[Stored items]
..........

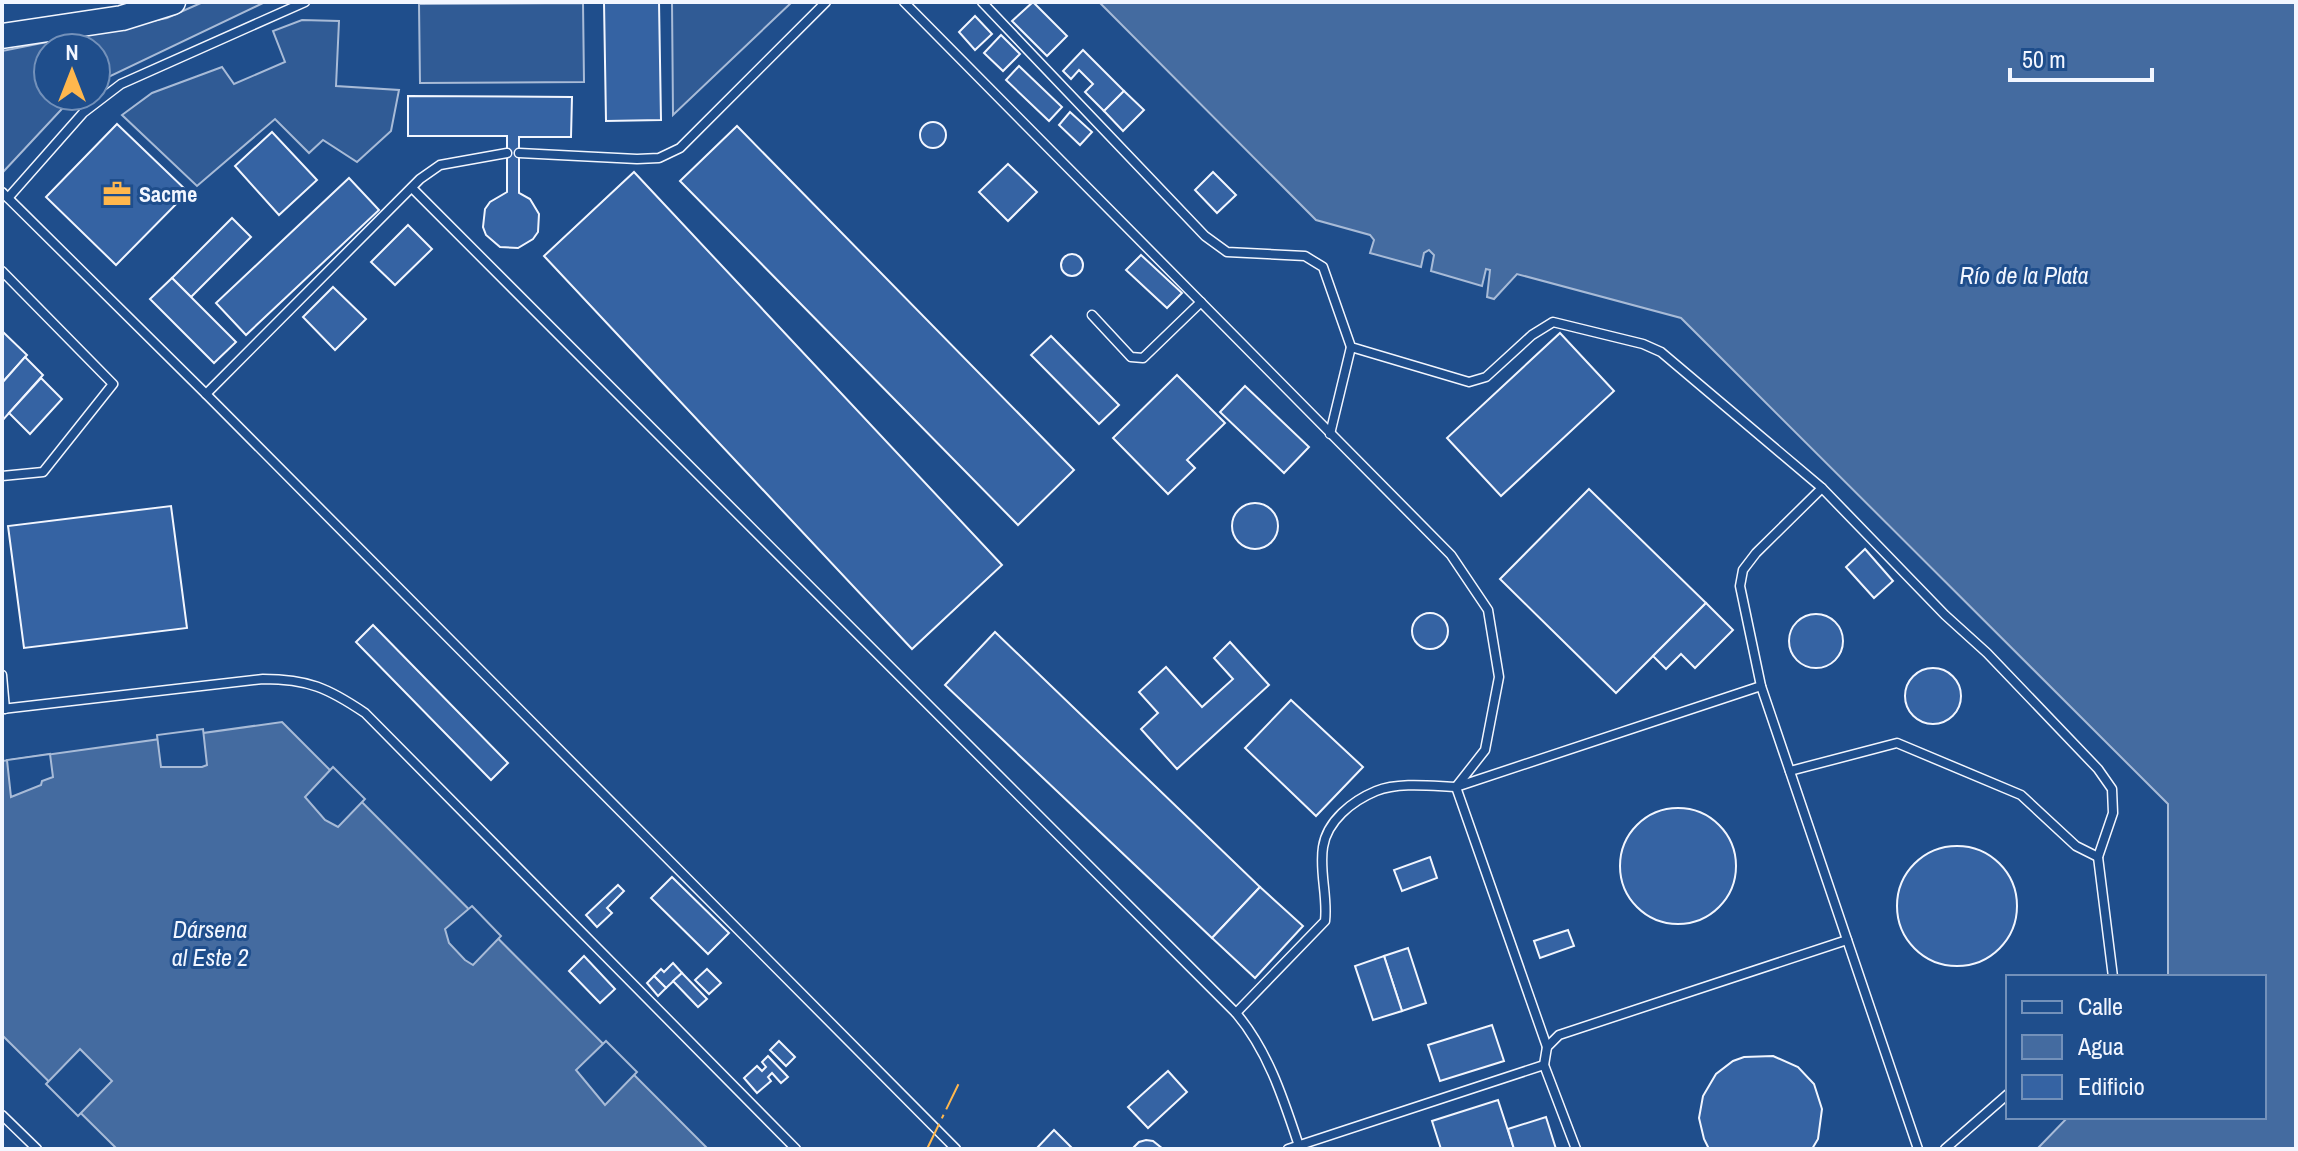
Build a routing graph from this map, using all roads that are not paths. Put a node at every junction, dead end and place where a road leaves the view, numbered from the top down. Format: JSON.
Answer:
{"nodes":[{"id":1,"x":173,"y":2,"type":"edge"},
{"id":2,"x":305,"y":2,"type":"edge"},
{"id":3,"x":826,"y":2,"type":"edge"},
{"id":4,"x":904,"y":2,"type":"edge"},
{"id":5,"x":982,"y":2,"type":"edge"},
{"id":6,"x":2,"y":36,"type":"edge"},
{"id":7,"x":507,"y":153,"type":"dead end"},
{"id":8,"x":519,"y":153,"type":"dead end"},
{"id":9,"x":412,"y":188,"type":"junction"},
{"id":10,"x":5,"y":195,"type":"edge"},
{"id":11,"x":2,"y":271,"type":"edge"},
{"id":12,"x":1201,"y":302,"type":"junction"},
{"id":13,"x":1092,"y":315,"type":"dead end"},
{"id":14,"x":1351,"y":347,"type":"junction"},
{"id":15,"x":206,"y":394,"type":"junction"},
{"id":16,"x":1330,"y":434,"type":"junction"},
{"id":17,"x":2,"y":476,"type":"edge"},
{"id":18,"x":1822,"y":488,"type":"junction"},
{"id":19,"x":2,"y":675,"type":"edge"},
{"id":20,"x":1761,"y":686,"type":"junction"},
{"id":21,"x":4,"y":709,"type":"edge"},
{"id":22,"x":1790,"y":771,"type":"junction"},
{"id":23,"x":1456,"y":787,"type":"junction"},
{"id":24,"x":2098,"y":857,"type":"junction"},
{"id":25,"x":1847,"y":940,"type":"junction"},
{"id":26,"x":2113,"y":975,"type":"edge"},
{"id":27,"x":1236,"y":1013,"type":"junction"},
{"id":28,"x":1547,"y":1047,"type":"junction"},
{"id":29,"x":1544,"y":1065,"type":"junction"},
{"id":30,"x":2006,"y":1096,"type":"edge"},
{"id":31,"x":2,"y":1115,"type":"edge"},
{"id":32,"x":1299,"y":1147,"type":"edge"},
{"id":33,"x":37,"y":1149,"type":"edge"},
{"id":34,"x":796,"y":1149,"type":"edge"},
{"id":35,"x":956,"y":1149,"type":"edge"},
{"id":36,"x":1288,"y":1149,"type":"edge"},
{"id":37,"x":1576,"y":1149,"type":"edge"},
{"id":38,"x":1918,"y":1149,"type":"edge"},
{"id":39,"x":1945,"y":1149,"type":"edge"}],
"edges":[{"from":1,"to":6,"type":"street"},
{"from":2,"to":10,"type":"lane"},
{"from":3,"to":8,"type":"lane"},
{"from":4,"to":12,"type":"lane"},
{"from":5,"to":14,"type":"lane"},
{"from":7,"to":9,"type":"lane"},
{"from":9,"to":15,"type":"lane"},
{"from":9,"to":27,"type":"lane"},
{"from":10,"to":15,"type":"lane"},
{"from":11,"to":17,"type":"lane"},
{"from":12,"to":13,"type":"lane"},
{"from":12,"to":16,"type":"lane"},
{"from":14,"to":16,"type":"lane"},
{"from":14,"to":18,"type":"lane"},
{"from":15,"to":35,"type":"lane"},
{"from":16,"to":23,"type":"lane"},
{"from":18,"to":20,"type":"lane"},
{"from":18,"to":24,"type":"lane"},
{"from":19,"to":21,"type":"lane"},
{"from":20,"to":22,"type":"lane"},
{"from":20,"to":23,"type":"lane"},
{"from":21,"to":34,"type":"lane"},
{"from":22,"to":24,"type":"lane"},
{"from":22,"to":25,"type":"lane"},
{"from":23,"to":27,"type":"lane"},
{"from":23,"to":28,"type":"lane"},
{"from":24,"to":26,"type":"lane"},
{"from":25,"to":28,"type":"lane"},
{"from":25,"to":38,"type":"lane"},
{"from":27,"to":32,"type":"lane"},
{"from":28,"to":29,"type":"lane"},
{"from":29,"to":32,"type":"lane"},
{"from":29,"to":37,"type":"lane"},
{"from":30,"to":39,"type":"lane"},
{"from":31,"to":33,"type":"lane"},
{"from":32,"to":36,"type":"lane"}]}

..........

[YOUR INSTRUCTIONS] Using the entries above, return each line in which the word "dead" occurs.

[ANSWER SECTION]
Build a routing graph from this map, using all roads that are not paths. Put a node at every junction, dead end and place where a road leaves the view, numbered from the top down. Format: JSON.
{"id":7,"x":507,"y":153,"type":"dead end"},
{"id":8,"x":519,"y":153,"type":"dead end"},
{"id":13,"x":1092,"y":315,"type":"dead end"},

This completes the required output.